• Neutrophils-related host factors associated with severe disease and fatality in patients with influenza infection.

      Tang, Benjamin M; Shojaei, Maryam; Teoh, Sally; Meyers, Adrienne; Ho, John; Ball, T Blake; Keynan, Yoav; Pisipati, Amarnath; Kumar, Aseem; Eisen, Damon P; et al. (Springer-Nature, 2019-07-31)
      Severe influenza infection has no effective treatment available. One of the key barriers to developing host-directed therapy is a lack of reliable prognostic factors needed to guide such therapy. Here, we use a network analysis approach to identify host factors associated with severe influenza and fatal outcome. In influenza patients with moderate-to-severe diseases, we uncover a complex landscape of immunological pathways, with the main changes occurring in pathways related to circulating neutrophils.
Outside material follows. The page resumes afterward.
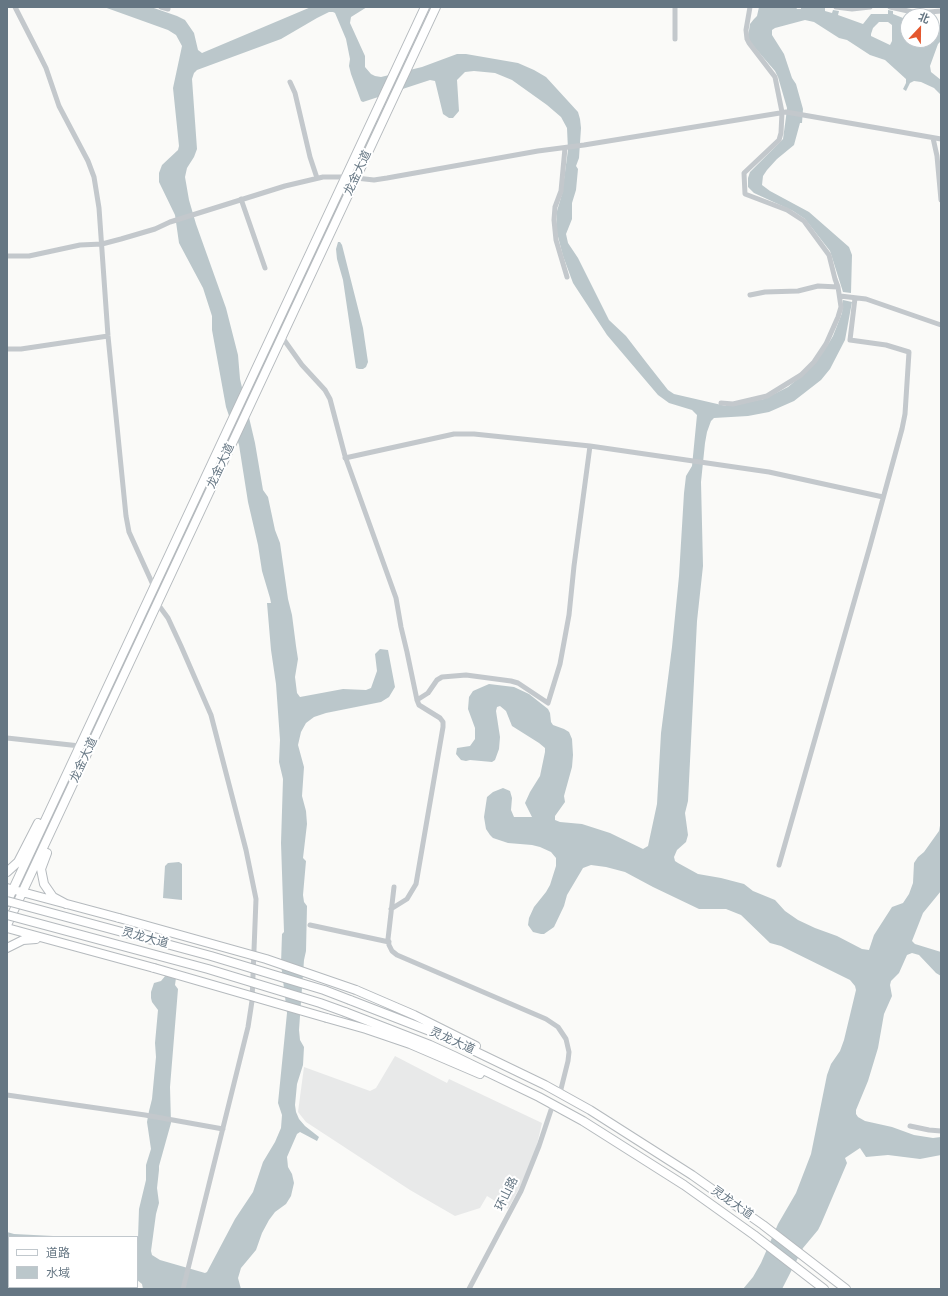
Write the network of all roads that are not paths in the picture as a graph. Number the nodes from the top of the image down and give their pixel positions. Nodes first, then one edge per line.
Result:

Patients with severe disease display excessive neutrophil extracellular traps formation, neutrophil-inflammation and delayed apoptosis, all of which have been associated with fatal outcome in animal models. Excessive neutrophil activation correlates with worsening oxygenation impairment and predicted fatal outcome (AUROC 0.817-0.898). These findings provide new evidence that neutrophil-dominated host response is associated with poor outcomes. Measuring neutrophil-related changes may improve risk stratification and patient selection, a critical first step in developing host-directed immune therapy.